(Data entries)

★ ★ ★ ★

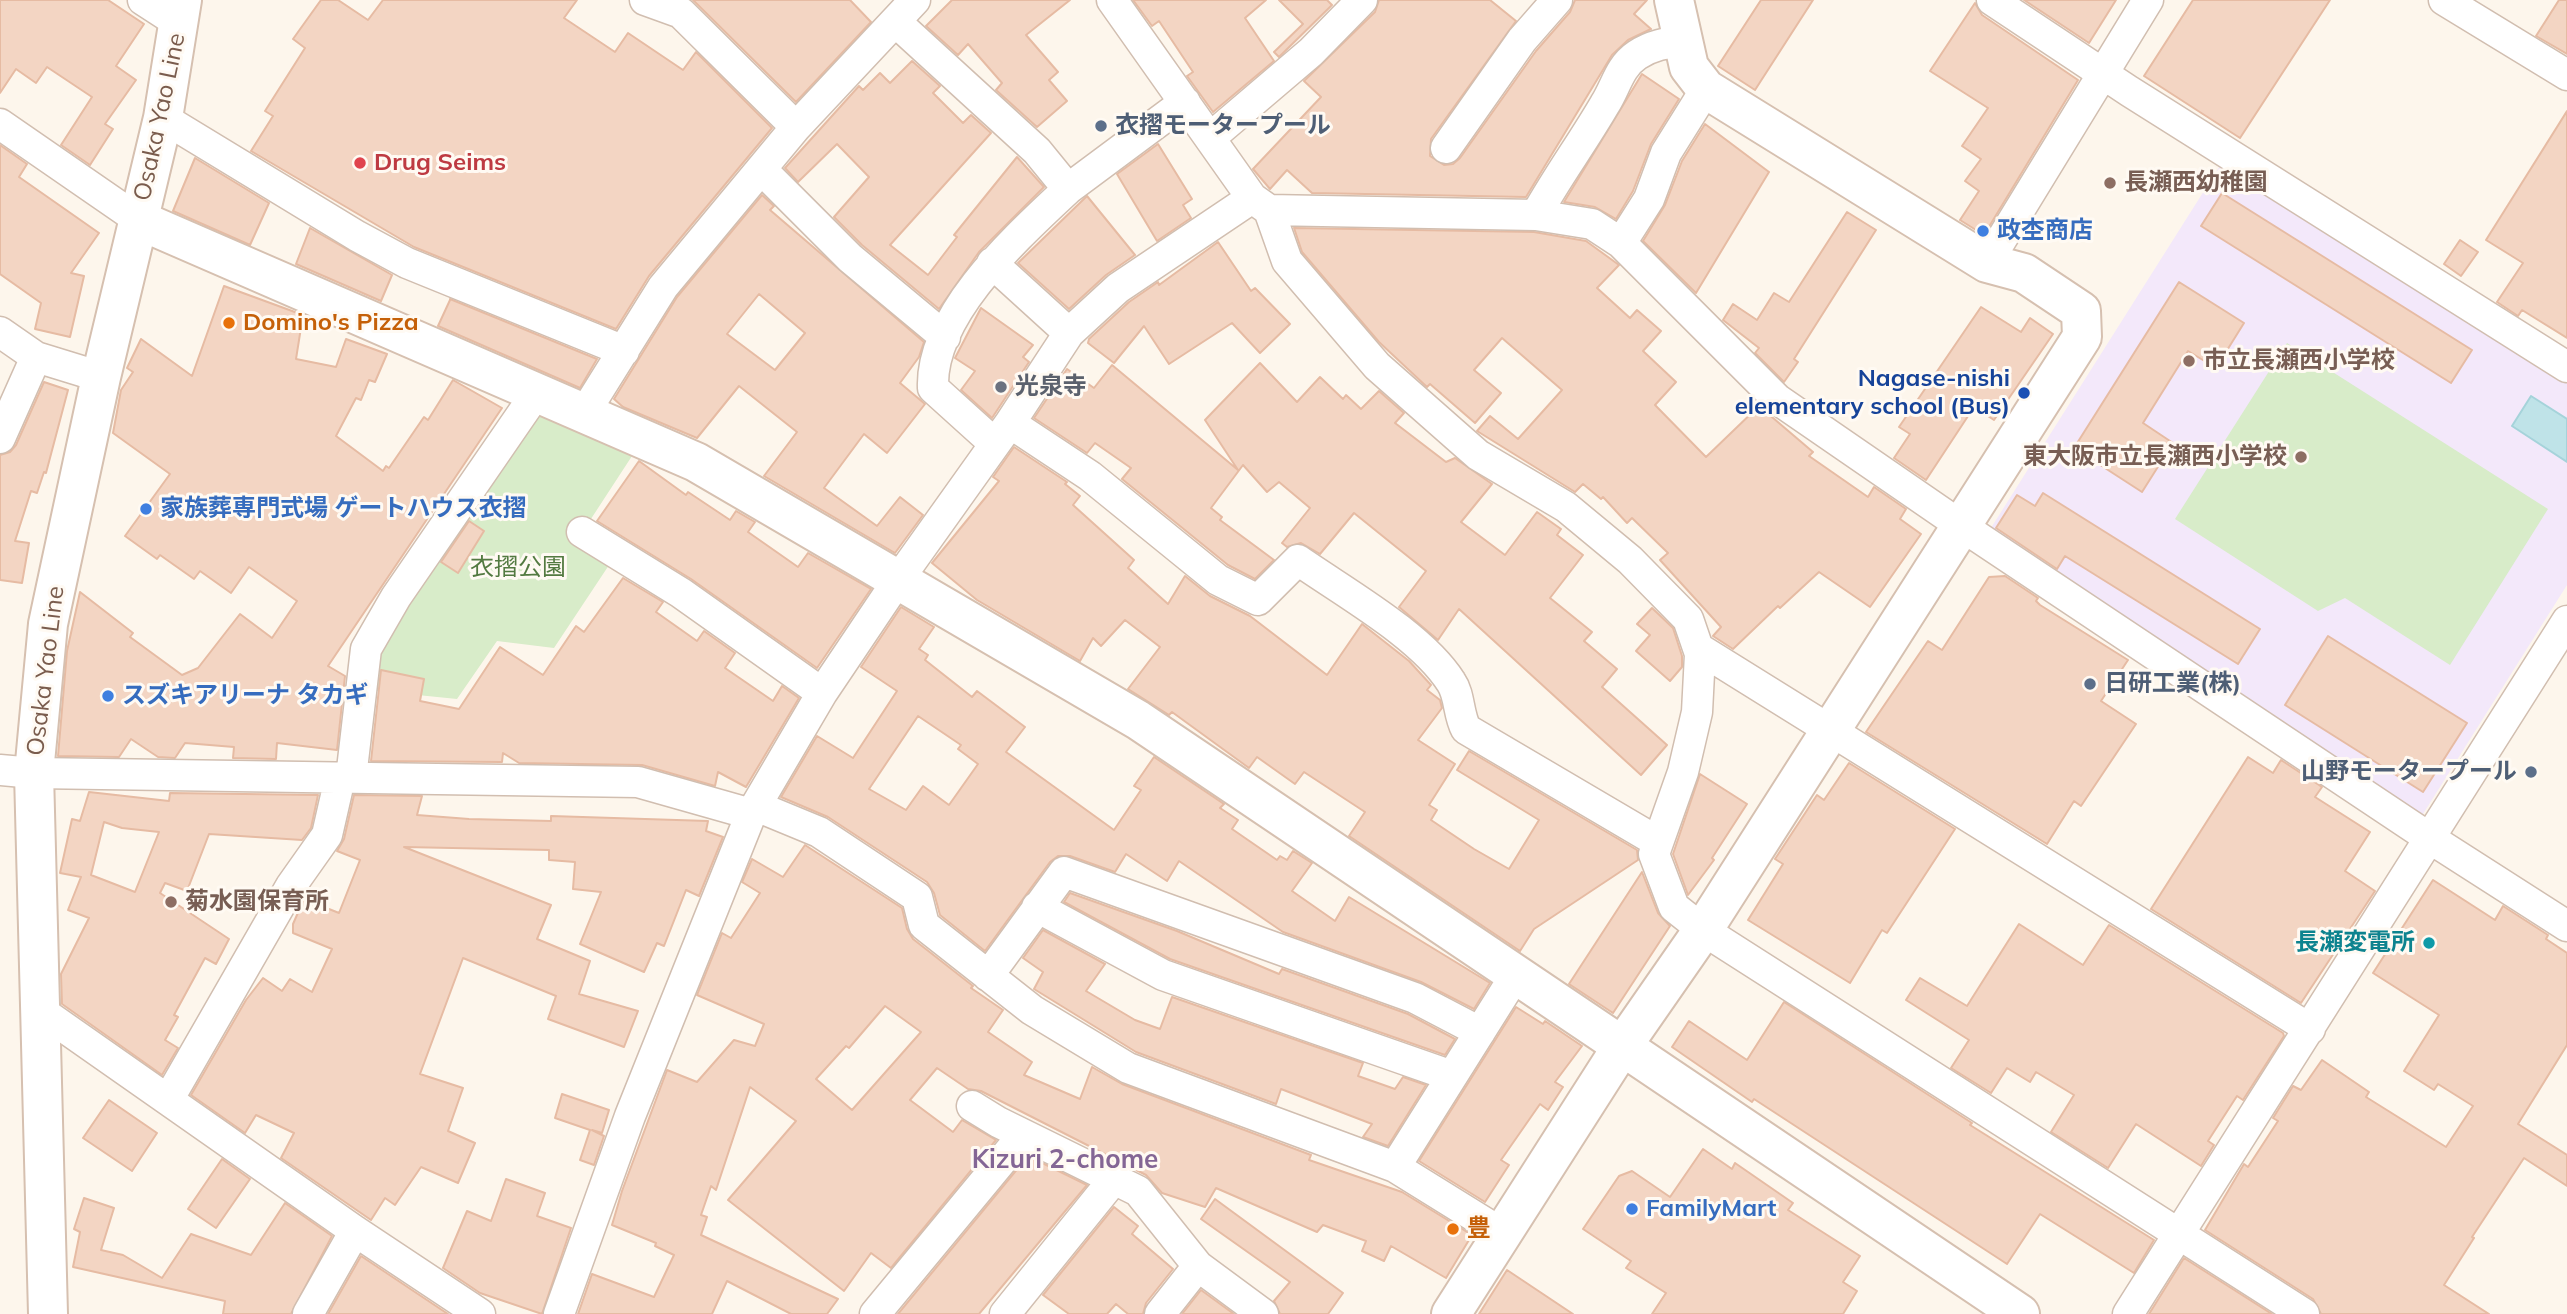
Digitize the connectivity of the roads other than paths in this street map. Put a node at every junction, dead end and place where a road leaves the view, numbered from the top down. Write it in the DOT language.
graph roads {
  1 [pos="143,0"];
  2 [pos="645,0"];
  3 [pos="1112,0"];
  4 [pos="1362,0"];
  5 [pos="1557,0"];
  6 [pos="1674,0"];
  7 [pos="1992,0"];
  8 [pos="2148,0"];
  9 [pos="2460,4"];
  10 [pos="686,7"];
  11 [pos="906,11"];
  12 [pos="181,12"];
  13 [pos="1684,41"];
  14 [pos="2102,74"];
  15 [pos="2567,75"];
  16 [pos="1706,89"];
  17 [pos="1185,103"];
  18 [pos="163,118"];
  19 [pos="0,124"];
  20 [pos="796,127"];
  21 [pos="1210,138"];
  22 [pos="1446,148"];
  23 [pos="761,169"];
  24 [pos="1068,189"];
  25 [pos="1260,204"];
  26 [pos="1536,215"];
  27 [pos="139,220"];
  28 [pos="1621,243"];
  29 [pos="992,263"];
  30 [pos="1987,263"];
  31 [pos="0,332"];
  32 [pos="1069,333"];
  33 [pos="945,337"];
  34 [pos="624,351"];
  35 [pos="36,357"];
  36 [pos="2567,367"];
  37 [pos="101,377"];
  38 [pos="535,395"];
  39 [pos="585,412"];
  40 [pos="1002,434"];
  41 [pos="0,438"];
  42 [pos="1963,527"];
  43 [pos="582,532"];
  44 [pos="898,580"];
  45 [pos="2564,633"];
  46 [pos="1698,648"];
  47 [pos="822,693"];
  48 [pos="1831,731"];
  49 [pos="17,771"];
  50 [pos="345,778"];
  51 [pos="754,810"];
  52 [pos="2431,839"];
  53 [pos="1658,842"];
  54 [pos="1037,907"];
  55 [pos="2567,926"];
  56 [pos="1703,930"];
  57 [pos="988,976"];
  58 [pos="1515,976"];
  59 [pos="41,1011"];
  60 [pos="2310,1029"];
  61 [pos="1480,1032"];
  62 [pos="1621,1048"];
  63 [pos="1452,1076"];
  64 [pos="169,1100"];
  65 [pos="972,1106"];
  66 [pos="1023,1135"];
  67 [pos="1395,1167"];
  68 [pos="1114,1179"];
  69 [pos="355,1231"];
  70 [pos="1503,1234"];
  71 [pos="2180,1234"];
  72 [pos="1198,1266"];
  73 [pos="48,1314"];
  74 [pos="308,1314"];
  75 [pos="480,1314"];
  76 [pos="559,1314"];
  77 [pos="875,1314"];
  78 [pos="1005,1314"];
  79 [pos="1160,1314"];
  80 [pos="1264,1314"];
  81 [pos="1451,1314"];
  82 [pos="2020,1314"];
  83 [pos="2128,1314"];
  84 [pos="2304,1314"];
  1 -- 12 [label="street"];
  2 -- 10 [label="street"];
  3 -- 17 [label="street"];
  4 -- 21 [label="street"];
  5 -- 22 [label="street"];
  6 -- 13 [label="street"];
  7 -- 14 [label="street"];
  8 -- 14 [label="street"];
  9 -- 15 [label="street"];
  10 -- 20 [label="street"];
  11 -- 20 [label="street"];
  11 -- 24 [label="street"];
  12 -- 18 [label="street, Osaka Yao Line"];
  13 -- 16 [label="street"];
  13 -- 26 [label="street"];
  14 -- 30 [label="street"];
  14 -- 36 [label="street"];
  16 -- 28 [label="street"];
  16 -- 30 [label="street"];
  17 -- 21 [label="street"];
  17 -- 24 [label="street"];
  18 -- 27 [label="street, Osaka Yao Line"];
  18 -- 34 [label="street"];
  19 -- 27 [label="street"];
  20 -- 23 [label="street"];
  21 -- 25 [label="street"];
  23 -- 33 [label="street"];
  23 -- 34 [label="street"];
  24 -- 29 [label="street"];
  25 -- 26 [label="street"];
  25 -- 32 [label="street"];
  25 -- 46 [label="street"];
  26 -- 28 [label="street"];
  27 -- 37 [label="street, Osaka Yao Line"];
  27 -- 38 [label="street"];
  28 -- 42 [label="street"];
  29 -- 32 [label="street"];
  29 -- 33 [label="street"];
  30 -- 42 [label="street"];
  31 -- 35 [label="street"];
  32 -- 40 [label="street"];
  33 -- 40 [label="street"];
  34 -- 39 [label="street"];
  35 -- 37 [label="street"];
  35 -- 41 [label="street"];
  37 -- 49 [label="street, Osaka Yao Line"];
  38 -- 39 [label="street"];
  38 -- 50 [label="street"];
  39 -- 44 [label="street"];
  40 -- 44 [label="street"];
  40 -- 53 [label="street"];
  42 -- 48 [label="street"];
  42 -- 52 [label="street"];
  43 -- 47 [label="street"];
  44 -- 47 [label="street"];
  44 -- 58 [label="street"];
  45 -- 52 [label="street"];
  46 -- 48 [label="street"];
  46 -- 53 [label="street"];
  47 -- 51 [label="street"];
  48 -- 56 [label="street"];
  48 -- 60 [label="street"];
  49 -- 50 [label="street"];
  49 -- 59 [label="street, Osaka Yao Line"];
  50 -- 51 [label="street"];
  50 -- 64 [label="street"];
  51 -- 57 [label="street"];
  51 -- 76 [label="street"];
  52 -- 55 [label="street"];
  52 -- 60 [label="street"];
  53 -- 56 [label="street"];
  54 -- 57 [label="street"];
  54 -- 61 [label="street"];
  54 -- 63 [label="street"];
  56 -- 62 [label="street"];
  56 -- 71 [label="street"];
  57 -- 67 [label="street"];
  58 -- 61 [label="street"];
  58 -- 62 [label="street"];
  59 -- 64 [label="street"];
  59 -- 73 [label="street, Osaka Yao Line"];
  60 -- 71 [label="street"];
  61 -- 63 [label="street"];
  62 -- 70 [label="street"];
  62 -- 82 [label="street"];
  63 -- 67 [label="street"];
  64 -- 69 [label="street"];
  65 -- 66 [label="street"];
  66 -- 68 [label="street"];
  66 -- 77 [label="street"];
  67 -- 70 [label="street"];
  68 -- 72 [label="street"];
  68 -- 78 [label="street"];
  69 -- 74 [label="street"];
  69 -- 75 [label="street"];
  70 -- 81 [label="street"];
  71 -- 83 [label="street"];
  71 -- 84 [label="street"];
  72 -- 79 [label="street"];
  72 -- 80 [label="street"];
}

★ ★ ★ ★

> YOUR INSTRUCTIONS:
Output the entries above exactly. Drop the pictures.

> SOLVED EXERCISE:
Digitize the connectivity of the roads other than paths in this street map. Put a node at every junction, dead end and place where a road leaves the view, numbered from the top down. Write it in the DOT language.
graph roads {
  1 [pos="143,0"];
  2 [pos="645,0"];
  3 [pos="1112,0"];
  4 [pos="1362,0"];
  5 [pos="1557,0"];
  6 [pos="1674,0"];
  7 [pos="1992,0"];
  8 [pos="2148,0"];
  9 [pos="2460,4"];
  10 [pos="686,7"];
  11 [pos="906,11"];
  12 [pos="181,12"];
  13 [pos="1684,41"];
  14 [pos="2102,74"];
  15 [pos="2567,75"];
  16 [pos="1706,89"];
  17 [pos="1185,103"];
  18 [pos="163,118"];
  19 [pos="0,124"];
  20 [pos="796,127"];
  21 [pos="1210,138"];
  22 [pos="1446,148"];
  23 [pos="761,169"];
  24 [pos="1068,189"];
  25 [pos="1260,204"];
  26 [pos="1536,215"];
  27 [pos="139,220"];
  28 [pos="1621,243"];
  29 [pos="992,263"];
  30 [pos="1987,263"];
  31 [pos="0,332"];
  32 [pos="1069,333"];
  33 [pos="945,337"];
  34 [pos="624,351"];
  35 [pos="36,357"];
  36 [pos="2567,367"];
  37 [pos="101,377"];
  38 [pos="535,395"];
  39 [pos="585,412"];
  40 [pos="1002,434"];
  41 [pos="0,438"];
  42 [pos="1963,527"];
  43 [pos="582,532"];
  44 [pos="898,580"];
  45 [pos="2564,633"];
  46 [pos="1698,648"];
  47 [pos="822,693"];
  48 [pos="1831,731"];
  49 [pos="17,771"];
  50 [pos="345,778"];
  51 [pos="754,810"];
  52 [pos="2431,839"];
  53 [pos="1658,842"];
  54 [pos="1037,907"];
  55 [pos="2567,926"];
  56 [pos="1703,930"];
  57 [pos="988,976"];
  58 [pos="1515,976"];
  59 [pos="41,1011"];
  60 [pos="2310,1029"];
  61 [pos="1480,1032"];
  62 [pos="1621,1048"];
  63 [pos="1452,1076"];
  64 [pos="169,1100"];
  65 [pos="972,1106"];
  66 [pos="1023,1135"];
  67 [pos="1395,1167"];
  68 [pos="1114,1179"];
  69 [pos="355,1231"];
  70 [pos="1503,1234"];
  71 [pos="2180,1234"];
  72 [pos="1198,1266"];
  73 [pos="48,1314"];
  74 [pos="308,1314"];
  75 [pos="480,1314"];
  76 [pos="559,1314"];
  77 [pos="875,1314"];
  78 [pos="1005,1314"];
  79 [pos="1160,1314"];
  80 [pos="1264,1314"];
  81 [pos="1451,1314"];
  82 [pos="2020,1314"];
  83 [pos="2128,1314"];
  84 [pos="2304,1314"];
  1 -- 12 [label="street"];
  2 -- 10 [label="street"];
  3 -- 17 [label="street"];
  4 -- 21 [label="street"];
  5 -- 22 [label="street"];
  6 -- 13 [label="street"];
  7 -- 14 [label="street"];
  8 -- 14 [label="street"];
  9 -- 15 [label="street"];
  10 -- 20 [label="street"];
  11 -- 20 [label="street"];
  11 -- 24 [label="street"];
  12 -- 18 [label="street, Osaka Yao Line"];
  13 -- 16 [label="street"];
  13 -- 26 [label="street"];
  14 -- 30 [label="street"];
  14 -- 36 [label="street"];
  16 -- 28 [label="street"];
  16 -- 30 [label="street"];
  17 -- 21 [label="street"];
  17 -- 24 [label="street"];
  18 -- 27 [label="street, Osaka Yao Line"];
  18 -- 34 [label="street"];
  19 -- 27 [label="street"];
  20 -- 23 [label="street"];
  21 -- 25 [label="street"];
  23 -- 33 [label="street"];
  23 -- 34 [label="street"];
  24 -- 29 [label="street"];
  25 -- 26 [label="street"];
  25 -- 32 [label="street"];
  25 -- 46 [label="street"];
  26 -- 28 [label="street"];
  27 -- 37 [label="street, Osaka Yao Line"];
  27 -- 38 [label="street"];
  28 -- 42 [label="street"];
  29 -- 32 [label="street"];
  29 -- 33 [label="street"];
  30 -- 42 [label="street"];
  31 -- 35 [label="street"];
  32 -- 40 [label="street"];
  33 -- 40 [label="street"];
  34 -- 39 [label="street"];
  35 -- 37 [label="street"];
  35 -- 41 [label="street"];
  37 -- 49 [label="street, Osaka Yao Line"];
  38 -- 39 [label="street"];
  38 -- 50 [label="street"];
  39 -- 44 [label="street"];
  40 -- 44 [label="street"];
  40 -- 53 [label="street"];
  42 -- 48 [label="street"];
  42 -- 52 [label="street"];
  43 -- 47 [label="street"];
  44 -- 47 [label="street"];
  44 -- 58 [label="street"];
  45 -- 52 [label="street"];
  46 -- 48 [label="street"];
  46 -- 53 [label="street"];
  47 -- 51 [label="street"];
  48 -- 56 [label="street"];
  48 -- 60 [label="street"];
  49 -- 50 [label="street"];
  49 -- 59 [label="street, Osaka Yao Line"];
  50 -- 51 [label="street"];
  50 -- 64 [label="street"];
  51 -- 57 [label="street"];
  51 -- 76 [label="street"];
  52 -- 55 [label="street"];
  52 -- 60 [label="street"];
  53 -- 56 [label="street"];
  54 -- 57 [label="street"];
  54 -- 61 [label="street"];
  54 -- 63 [label="street"];
  56 -- 62 [label="street"];
  56 -- 71 [label="street"];
  57 -- 67 [label="street"];
  58 -- 61 [label="street"];
  58 -- 62 [label="street"];
  59 -- 64 [label="street"];
  59 -- 73 [label="street, Osaka Yao Line"];
  60 -- 71 [label="street"];
  61 -- 63 [label="street"];
  62 -- 70 [label="street"];
  62 -- 82 [label="street"];
  63 -- 67 [label="street"];
  64 -- 69 [label="street"];
  65 -- 66 [label="street"];
  66 -- 68 [label="street"];
  66 -- 77 [label="street"];
  67 -- 70 [label="street"];
  68 -- 72 [label="street"];
  68 -- 78 [label="street"];
  69 -- 74 [label="street"];
  69 -- 75 [label="street"];
  70 -- 81 [label="street"];
  71 -- 83 [label="street"];
  71 -- 84 [label="street"];
  72 -- 79 [label="street"];
  72 -- 80 [label="street"];
}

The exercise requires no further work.